- EXERCISE DIRECTIONS:
With the images removed, write out each record exactly as given.

════════════════

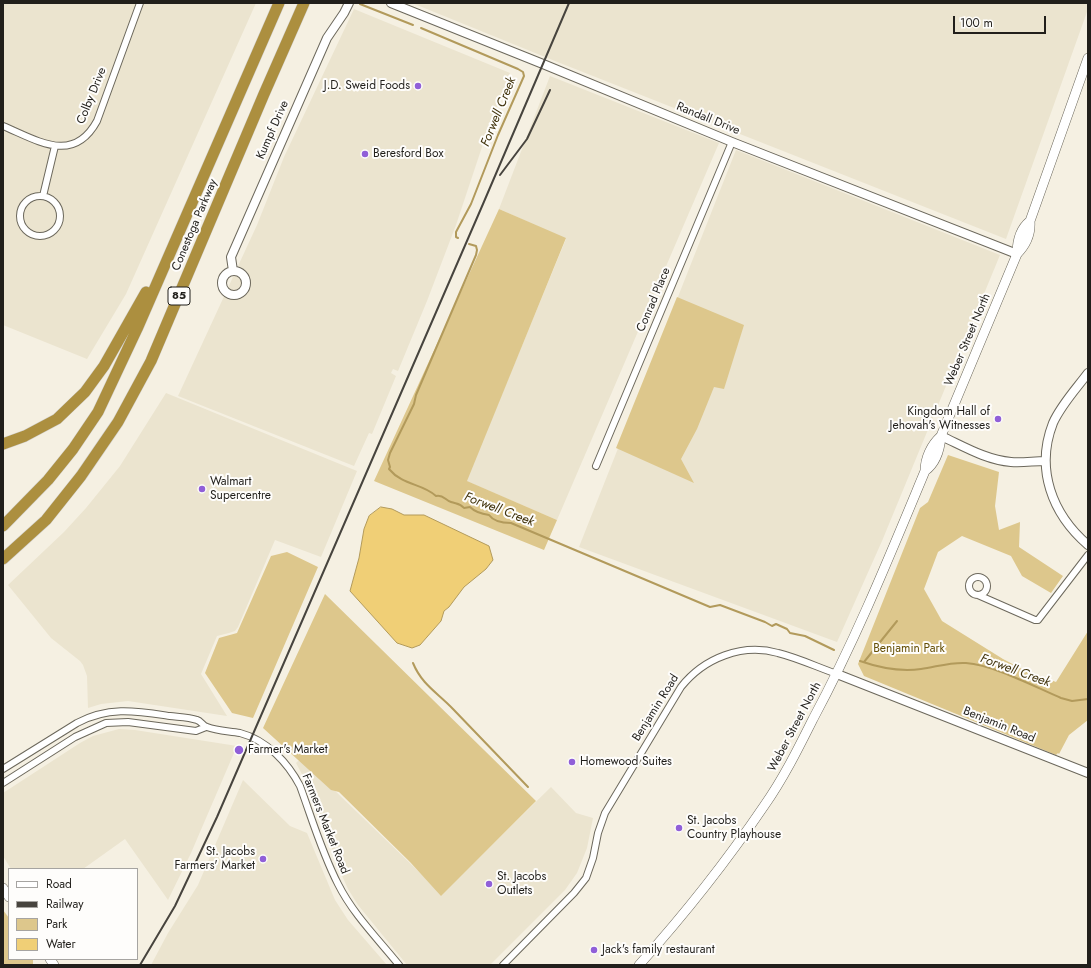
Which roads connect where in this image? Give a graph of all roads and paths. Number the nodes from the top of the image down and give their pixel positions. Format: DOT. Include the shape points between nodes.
graph roads {
  1 [pos="140,3"];
  2 [pos="279,3"];
  3 [pos="304,3"];
  4 [pos="349,3"];
  5 [pos="392,3"];
  6 [pos="1088,58"];
  7 [pos="3,126"];
  8 [pos="732,142"];
  9 [pos="55,146"];
  10 [pos="43,196"];
  11 [pos="175,242"];
  12 [pos="1016,254"];
  13 [pos="232,271"];
  14 [pos="1088,373"];
  15 [pos="941,436"];
  16 [pos="3,444"];
  17 [pos="1045,461"];
  18 [pos="596,466"];
  19 [pos="3,526"];
  20 [pos="1088,545"];
  21 [pos="1088,555"];
  22 [pos="3,559"];
  23 [pos="978,595"];
  24 [pos="837,674"];
  25 [pos="206,727"];
  26 [pos="3,769"];
  27 [pos="1088,773"];
  28 [pos="3,783"];
  29 [pos="399,965"];
  30 [pos="503,965"];
  31 [pos="639,965"];
  1 -- 9 [label="street, Colby Drive" via="97,121 91,131 75,144"];
  2 -- 11 [label="highway, Conestoga Parkway / 85"];
  3 -- 22 [label="highway, Conestoga Parkway / 85" via="151,361 129,402 81,476 46,520"];
  4 -- 13 [label="street, Kumpf Drive" via="327,38 255,201 231,257"];
  5 -- 8 [label="street, Randall Drive"];
  6 -- 12 [label="main road, Weber Street North" via="1030,221 1030,232 1024,246"];
  7 -- 9 [label="street, Colby Drive"];
  8 -- 12 [label="street, Randall Drive"];
  8 -- 18 [label="street, Conrad Place"];
  9 -- 10 [label="street"];
  10 -- 10 [label="street" via="28,200 20,215 22,225 36,236 50,233 58,226 60,219 57,205"];
  11 -- 16 [label="highway" via="104,366 85,392 57,419"];
  11 -- 19 [label="highway, Conestoga Parkway / 85" via="98,412 48,480"];
  12 -- 15 [label="main road, Weber Street North"];
  14 -- 17 [label="street" via="1064,404 1053,424"];
  15 -- 17 [label="street" via="979,454 1002,461"];
  15 -- 24 [label="main road, Weber Street North" via="931,449 925,471"];
  17 -- 20 [label="street" via="1056,506"];
  21 -- 23 [label="street" via="1038,620"];
  24 -- 27 [label="street, Benjamin Road"];
  24 -- 30 [label="street, Benjamin Road" via="778,653 759,650 742,651 718,658 693,674 682,687 605,813 586,878"];
  24 -- 31 [label="main road, Weber Street North" via="795,755 765,805 673,928"];
  25 -- 26 [label="street, Farmers Market Road" via="198,720 154,713 128,710 105,712 77,723"];
  25 -- 28 [label="street, Farmers Market Road" via="196,731 128,722 106,724 74,737"];
  25 -- 29 [label="street, Farmers Market Road" via="251,737 267,746 286,764 300,786 338,885 364,923"];
}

════════════════

- OUTPUT FOR THIS TASK:
Which roads connect where in this image? Give a graph of all roads and paths. Number the nodes from the top of the image down and give their pixel positions. Format: DOT. Include the shape points between nodes.
graph roads {
  1 [pos="140,3"];
  2 [pos="279,3"];
  3 [pos="304,3"];
  4 [pos="349,3"];
  5 [pos="392,3"];
  6 [pos="1088,58"];
  7 [pos="3,126"];
  8 [pos="732,142"];
  9 [pos="55,146"];
  10 [pos="43,196"];
  11 [pos="175,242"];
  12 [pos="1016,254"];
  13 [pos="232,271"];
  14 [pos="1088,373"];
  15 [pos="941,436"];
  16 [pos="3,444"];
  17 [pos="1045,461"];
  18 [pos="596,466"];
  19 [pos="3,526"];
  20 [pos="1088,545"];
  21 [pos="1088,555"];
  22 [pos="3,559"];
  23 [pos="978,595"];
  24 [pos="837,674"];
  25 [pos="206,727"];
  26 [pos="3,769"];
  27 [pos="1088,773"];
  28 [pos="3,783"];
  29 [pos="399,965"];
  30 [pos="503,965"];
  31 [pos="639,965"];
  1 -- 9 [label="street, Colby Drive" via="97,121 91,131 75,144"];
  2 -- 11 [label="highway, Conestoga Parkway / 85"];
  3 -- 22 [label="highway, Conestoga Parkway / 85" via="151,361 129,402 81,476 46,520"];
  4 -- 13 [label="street, Kumpf Drive" via="327,38 255,201 231,257"];
  5 -- 8 [label="street, Randall Drive"];
  6 -- 12 [label="main road, Weber Street North" via="1030,221 1030,232 1024,246"];
  7 -- 9 [label="street, Colby Drive"];
  8 -- 12 [label="street, Randall Drive"];
  8 -- 18 [label="street, Conrad Place"];
  9 -- 10 [label="street"];
  10 -- 10 [label="street" via="28,200 20,215 22,225 36,236 50,233 58,226 60,219 57,205"];
  11 -- 16 [label="highway" via="104,366 85,392 57,419"];
  11 -- 19 [label="highway, Conestoga Parkway / 85" via="98,412 48,480"];
  12 -- 15 [label="main road, Weber Street North"];
  14 -- 17 [label="street" via="1064,404 1053,424"];
  15 -- 17 [label="street" via="979,454 1002,461"];
  15 -- 24 [label="main road, Weber Street North" via="931,449 925,471"];
  17 -- 20 [label="street" via="1056,506"];
  21 -- 23 [label="street" via="1038,620"];
  24 -- 27 [label="street, Benjamin Road"];
  24 -- 30 [label="street, Benjamin Road" via="778,653 759,650 742,651 718,658 693,674 682,687 605,813 586,878"];
  24 -- 31 [label="main road, Weber Street North" via="795,755 765,805 673,928"];
  25 -- 26 [label="street, Farmers Market Road" via="198,720 154,713 128,710 105,712 77,723"];
  25 -- 28 [label="street, Farmers Market Road" via="196,731 128,722 106,724 74,737"];
  25 -- 29 [label="street, Farmers Market Road" via="251,737 267,746 286,764 300,786 338,885 364,923"];
}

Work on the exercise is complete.